For example, as for formation of lattices of the same size, assuming that a shape is formed in which the rightward recess portion 22c and the leftward recess portion 22d are connected at a corner of the lattice without the interval L2, the rightward recess portion 22c and the leftward recess portion 22d are disposed close to each other in the vicinity of the corner of the lattice. Also, the semi-compressed regions 25 thereof overlap with each other. Then, in the vicinity of the corner, the absorber 13 itself has a high density and is hard. In addition, the drawing force of the adjacent left and right recess portions 22d and 22c sets the top sheet 14 in a very taut state. Therefore, the top sheet 14 in the main absorptive region 24 near the corner comes into contact in the very taut state with the absorber 13. The SAPs in the absorber 13 come into contact with the top sheet 14, making the surface of the top sheet 14 feel rough. This prevents irritation of the skin of the wearer, which is not preferable.
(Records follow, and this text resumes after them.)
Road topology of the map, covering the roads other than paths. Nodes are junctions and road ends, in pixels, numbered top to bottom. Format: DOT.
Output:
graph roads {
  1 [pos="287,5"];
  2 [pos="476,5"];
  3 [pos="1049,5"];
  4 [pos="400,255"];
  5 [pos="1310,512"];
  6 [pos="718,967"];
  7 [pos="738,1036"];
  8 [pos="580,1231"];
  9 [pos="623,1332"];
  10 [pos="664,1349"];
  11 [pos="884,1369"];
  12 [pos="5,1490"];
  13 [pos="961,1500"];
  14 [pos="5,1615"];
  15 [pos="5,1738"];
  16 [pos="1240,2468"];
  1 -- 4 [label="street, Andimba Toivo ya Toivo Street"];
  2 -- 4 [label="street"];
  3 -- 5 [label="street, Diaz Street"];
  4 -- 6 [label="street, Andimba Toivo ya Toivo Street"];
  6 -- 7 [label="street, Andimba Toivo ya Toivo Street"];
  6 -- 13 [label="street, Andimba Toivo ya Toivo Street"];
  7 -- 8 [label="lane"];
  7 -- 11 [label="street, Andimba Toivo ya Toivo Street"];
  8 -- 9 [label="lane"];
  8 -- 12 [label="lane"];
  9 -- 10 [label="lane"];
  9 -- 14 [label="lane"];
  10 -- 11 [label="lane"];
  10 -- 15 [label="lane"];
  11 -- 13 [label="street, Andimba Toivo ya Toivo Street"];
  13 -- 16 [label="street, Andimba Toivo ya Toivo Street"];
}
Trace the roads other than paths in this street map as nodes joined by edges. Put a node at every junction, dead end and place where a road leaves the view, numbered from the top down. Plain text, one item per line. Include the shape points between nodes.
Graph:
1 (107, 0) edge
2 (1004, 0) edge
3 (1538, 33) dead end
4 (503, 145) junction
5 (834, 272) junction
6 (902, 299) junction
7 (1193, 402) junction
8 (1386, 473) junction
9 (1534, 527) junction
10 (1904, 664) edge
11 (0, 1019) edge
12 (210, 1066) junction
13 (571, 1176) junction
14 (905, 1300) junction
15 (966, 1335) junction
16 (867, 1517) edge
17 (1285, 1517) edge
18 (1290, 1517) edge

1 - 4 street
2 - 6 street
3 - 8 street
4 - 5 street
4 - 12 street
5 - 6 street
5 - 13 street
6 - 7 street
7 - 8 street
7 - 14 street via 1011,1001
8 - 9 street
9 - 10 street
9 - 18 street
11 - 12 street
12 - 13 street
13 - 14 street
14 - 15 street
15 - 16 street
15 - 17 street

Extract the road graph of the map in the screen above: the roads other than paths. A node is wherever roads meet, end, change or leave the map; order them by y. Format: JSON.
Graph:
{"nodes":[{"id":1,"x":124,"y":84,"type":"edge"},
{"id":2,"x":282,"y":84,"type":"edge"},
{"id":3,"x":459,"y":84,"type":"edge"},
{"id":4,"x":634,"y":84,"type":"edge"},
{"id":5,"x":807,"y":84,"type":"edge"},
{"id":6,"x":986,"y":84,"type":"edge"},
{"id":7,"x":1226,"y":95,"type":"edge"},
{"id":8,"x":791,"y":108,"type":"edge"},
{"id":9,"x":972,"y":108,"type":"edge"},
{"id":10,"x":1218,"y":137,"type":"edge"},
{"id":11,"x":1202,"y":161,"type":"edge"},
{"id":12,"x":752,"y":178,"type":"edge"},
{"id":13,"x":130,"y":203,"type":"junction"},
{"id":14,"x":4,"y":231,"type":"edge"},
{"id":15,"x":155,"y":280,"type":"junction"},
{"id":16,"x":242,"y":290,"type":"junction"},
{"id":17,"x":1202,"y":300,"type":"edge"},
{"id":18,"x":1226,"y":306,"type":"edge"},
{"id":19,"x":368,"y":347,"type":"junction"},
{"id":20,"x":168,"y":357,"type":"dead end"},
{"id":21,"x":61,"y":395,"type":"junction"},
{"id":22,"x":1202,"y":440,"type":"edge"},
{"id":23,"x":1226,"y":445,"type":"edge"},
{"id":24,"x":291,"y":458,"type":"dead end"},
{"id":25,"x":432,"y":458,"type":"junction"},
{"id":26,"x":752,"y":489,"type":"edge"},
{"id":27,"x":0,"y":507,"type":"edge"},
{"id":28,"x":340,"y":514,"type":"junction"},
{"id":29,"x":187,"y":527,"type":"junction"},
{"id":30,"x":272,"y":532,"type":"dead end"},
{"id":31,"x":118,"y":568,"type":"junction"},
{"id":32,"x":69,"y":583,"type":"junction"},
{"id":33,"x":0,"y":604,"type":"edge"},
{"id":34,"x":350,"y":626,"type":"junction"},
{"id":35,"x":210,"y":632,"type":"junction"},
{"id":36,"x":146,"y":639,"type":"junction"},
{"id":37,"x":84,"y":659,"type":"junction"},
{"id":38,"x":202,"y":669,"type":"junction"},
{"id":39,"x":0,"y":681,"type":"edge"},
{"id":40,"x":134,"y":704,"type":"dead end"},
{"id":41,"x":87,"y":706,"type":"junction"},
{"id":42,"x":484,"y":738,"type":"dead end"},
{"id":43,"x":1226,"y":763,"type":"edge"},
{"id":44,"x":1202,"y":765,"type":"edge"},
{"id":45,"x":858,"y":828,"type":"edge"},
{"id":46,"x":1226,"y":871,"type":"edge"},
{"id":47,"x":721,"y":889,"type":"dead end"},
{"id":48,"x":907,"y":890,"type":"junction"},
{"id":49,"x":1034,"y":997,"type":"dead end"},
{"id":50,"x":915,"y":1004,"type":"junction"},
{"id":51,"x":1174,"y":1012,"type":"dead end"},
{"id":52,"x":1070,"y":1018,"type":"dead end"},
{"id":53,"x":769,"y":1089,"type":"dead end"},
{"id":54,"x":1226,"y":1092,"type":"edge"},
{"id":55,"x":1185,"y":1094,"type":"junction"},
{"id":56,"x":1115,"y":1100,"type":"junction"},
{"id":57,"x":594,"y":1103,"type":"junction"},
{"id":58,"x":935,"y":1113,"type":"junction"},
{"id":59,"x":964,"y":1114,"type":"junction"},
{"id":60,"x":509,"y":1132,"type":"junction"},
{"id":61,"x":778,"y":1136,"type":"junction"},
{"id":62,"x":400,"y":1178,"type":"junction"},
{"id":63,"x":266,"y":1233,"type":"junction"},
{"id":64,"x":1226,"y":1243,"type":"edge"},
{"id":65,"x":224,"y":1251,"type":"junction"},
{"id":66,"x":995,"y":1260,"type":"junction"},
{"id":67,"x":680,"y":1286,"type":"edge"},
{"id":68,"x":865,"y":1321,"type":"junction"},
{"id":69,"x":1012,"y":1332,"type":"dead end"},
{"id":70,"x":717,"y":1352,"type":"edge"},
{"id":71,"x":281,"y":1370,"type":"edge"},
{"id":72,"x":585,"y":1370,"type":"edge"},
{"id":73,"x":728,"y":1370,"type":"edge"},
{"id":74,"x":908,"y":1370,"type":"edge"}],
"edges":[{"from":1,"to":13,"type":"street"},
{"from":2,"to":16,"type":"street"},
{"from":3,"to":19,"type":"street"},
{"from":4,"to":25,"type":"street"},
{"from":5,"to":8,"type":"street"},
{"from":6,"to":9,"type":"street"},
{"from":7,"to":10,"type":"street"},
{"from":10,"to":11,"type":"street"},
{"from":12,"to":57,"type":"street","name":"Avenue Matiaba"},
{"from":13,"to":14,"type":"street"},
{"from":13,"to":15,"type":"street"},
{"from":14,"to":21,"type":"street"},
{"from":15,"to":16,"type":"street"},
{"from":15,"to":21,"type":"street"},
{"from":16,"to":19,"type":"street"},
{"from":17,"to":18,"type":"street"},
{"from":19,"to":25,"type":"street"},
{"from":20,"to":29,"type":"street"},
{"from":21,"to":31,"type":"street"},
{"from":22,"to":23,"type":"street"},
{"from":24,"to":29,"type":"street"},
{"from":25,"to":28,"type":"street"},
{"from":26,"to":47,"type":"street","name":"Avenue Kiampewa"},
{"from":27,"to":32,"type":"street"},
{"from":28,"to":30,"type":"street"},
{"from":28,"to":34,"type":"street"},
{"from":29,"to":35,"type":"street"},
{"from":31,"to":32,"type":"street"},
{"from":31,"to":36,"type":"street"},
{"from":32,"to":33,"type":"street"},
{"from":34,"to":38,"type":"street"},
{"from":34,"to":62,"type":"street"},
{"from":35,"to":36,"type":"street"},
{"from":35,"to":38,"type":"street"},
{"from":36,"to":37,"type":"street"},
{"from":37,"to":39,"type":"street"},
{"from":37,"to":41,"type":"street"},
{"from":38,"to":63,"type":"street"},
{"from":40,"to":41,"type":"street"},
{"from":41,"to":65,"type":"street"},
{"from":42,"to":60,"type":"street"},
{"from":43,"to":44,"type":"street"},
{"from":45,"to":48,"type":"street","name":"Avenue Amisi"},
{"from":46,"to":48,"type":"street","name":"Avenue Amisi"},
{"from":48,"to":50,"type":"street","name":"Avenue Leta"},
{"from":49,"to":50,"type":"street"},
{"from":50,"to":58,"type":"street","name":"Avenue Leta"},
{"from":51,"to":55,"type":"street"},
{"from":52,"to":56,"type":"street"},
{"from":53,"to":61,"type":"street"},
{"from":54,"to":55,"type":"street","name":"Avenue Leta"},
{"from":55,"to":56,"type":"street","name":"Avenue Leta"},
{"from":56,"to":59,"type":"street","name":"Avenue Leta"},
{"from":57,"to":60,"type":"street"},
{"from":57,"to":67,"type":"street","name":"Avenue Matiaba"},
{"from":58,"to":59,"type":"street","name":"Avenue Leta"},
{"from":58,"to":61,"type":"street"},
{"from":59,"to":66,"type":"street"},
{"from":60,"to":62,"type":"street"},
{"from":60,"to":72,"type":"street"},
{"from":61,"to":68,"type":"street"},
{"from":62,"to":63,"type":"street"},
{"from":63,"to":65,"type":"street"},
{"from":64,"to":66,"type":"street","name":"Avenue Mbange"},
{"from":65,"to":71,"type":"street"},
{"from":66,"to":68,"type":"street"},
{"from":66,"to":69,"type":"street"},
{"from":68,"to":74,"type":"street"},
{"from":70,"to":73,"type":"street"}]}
Therefore, in this embodiment, the very taut state of the top sheet 14 is prevented by not compressing the lattice intersection portion where the distance between the adjacent recess portions 22 is less than a predetermined distance T, i.e., the corner portion of the lattice square. More specifically, the compression of the absorber 13 by the recess portions 22 and the junction between the absorber 13 and the top sheet 14 are performed to the extent that the top sheet 14 in the main absorptive regions 24 can be maintained in a comfortably tense state. Thus, the rough texture due to the SAPs and hardening of the corner portions in the lattice pattern are suppressed.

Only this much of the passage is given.